Could you retype the entries below exactly, omitting every picture?

[Saved entries]
=-=-=

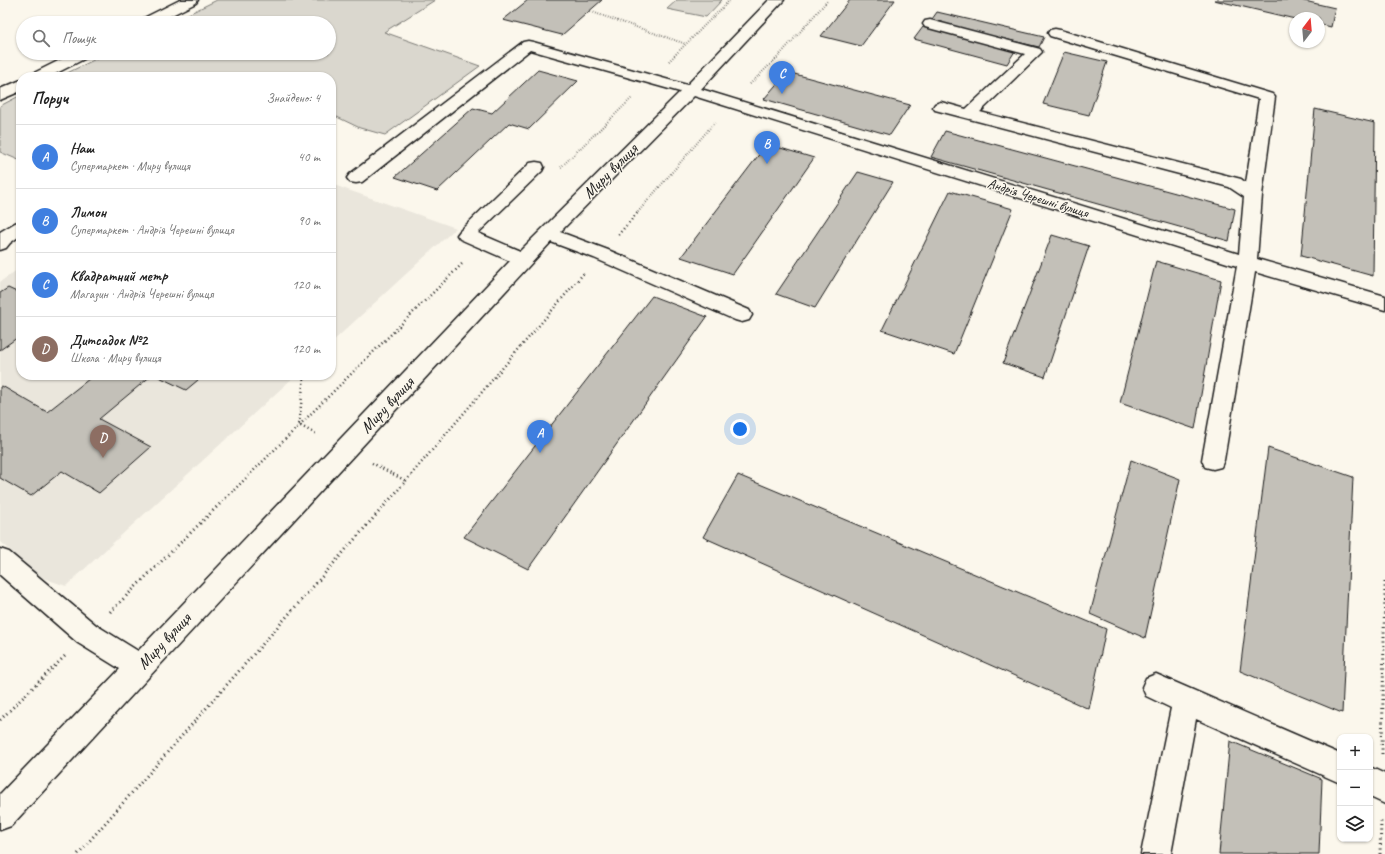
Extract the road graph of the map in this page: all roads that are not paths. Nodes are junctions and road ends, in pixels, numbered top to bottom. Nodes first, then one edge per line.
1 (191, 0) edge
2 (777, 0) edge
3 (159, 16) edge
4 (930, 24) dead end
5 (1055, 33) dead end
6 (71, 60) edge
7 (47, 72) edge
8 (16, 87) edge
9 (691, 90) junction
10 (0, 95) edge
11 (941, 107) dead end
12 (968, 114) junction
13 (536, 167) dead end
14 (356, 178) dead end
15 (1253, 195) junction
16 (16, 230) edge
17 (548, 234) junction
18 (0, 244) edge
19 (523, 259) junction
20 (1247, 263) junction
21 (1385, 303) edge
22 (742, 315) dead end
23 (1213, 460) dead end
24 (0, 560) edge
25 (140, 667) junction
26 (1156, 688) dead end
27 (1186, 700) junction
28 (1337, 768) edge
29 (0, 815) edge
30 (1156, 854) edge

1 - 3 street
2 - 9 street, Миру вулиця
4 - 12 street
5 - 15 street
6 - 7 street
8 - 10 street
9 - 14 street, Андрія Черешні вулиця
9 - 17 street, Миру вулиця
9 - 20 street, Андрія Черешні вулиця
11 - 12 street
12 - 15 street
13 - 19 street
15 - 20 street
16 - 18 street
17 - 19 street, Миру вулиця
17 - 22 street
19 - 25 street, Миру вулиця
20 - 21 street, Андрія Черешні вулиця
20 - 23 street
24 - 25 street
25 - 29 street, Миру вулиця
26 - 27 street
27 - 28 street
27 - 30 street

=-=-=

** ANSWER BOX **
Extract the road graph of the map in this page: all roads that are not paths. Nodes are junctions and road ends, in pixels, numbered top to bottom. Nodes first, then one edge per line.
1 (191, 0) edge
2 (777, 0) edge
3 (159, 16) edge
4 (930, 24) dead end
5 (1055, 33) dead end
6 (71, 60) edge
7 (47, 72) edge
8 (16, 87) edge
9 (691, 90) junction
10 (0, 95) edge
11 (941, 107) dead end
12 (968, 114) junction
13 (536, 167) dead end
14 (356, 178) dead end
15 (1253, 195) junction
16 (16, 230) edge
17 (548, 234) junction
18 (0, 244) edge
19 (523, 259) junction
20 (1247, 263) junction
21 (1385, 303) edge
22 (742, 315) dead end
23 (1213, 460) dead end
24 (0, 560) edge
25 (140, 667) junction
26 (1156, 688) dead end
27 (1186, 700) junction
28 (1337, 768) edge
29 (0, 815) edge
30 (1156, 854) edge

1 - 3 street
2 - 9 street, Миру вулиця
4 - 12 street
5 - 15 street
6 - 7 street
8 - 10 street
9 - 14 street, Андрія Черешні вулиця
9 - 17 street, Миру вулиця
9 - 20 street, Андрія Черешні вулиця
11 - 12 street
12 - 15 street
13 - 19 street
15 - 20 street
16 - 18 street
17 - 19 street, Миру вулиця
17 - 22 street
19 - 25 street, Миру вулиця
20 - 21 street, Андрія Черешні вулиця
20 - 23 street
24 - 25 street
25 - 29 street, Миру вулиця
26 - 27 street
27 - 28 street
27 - 30 street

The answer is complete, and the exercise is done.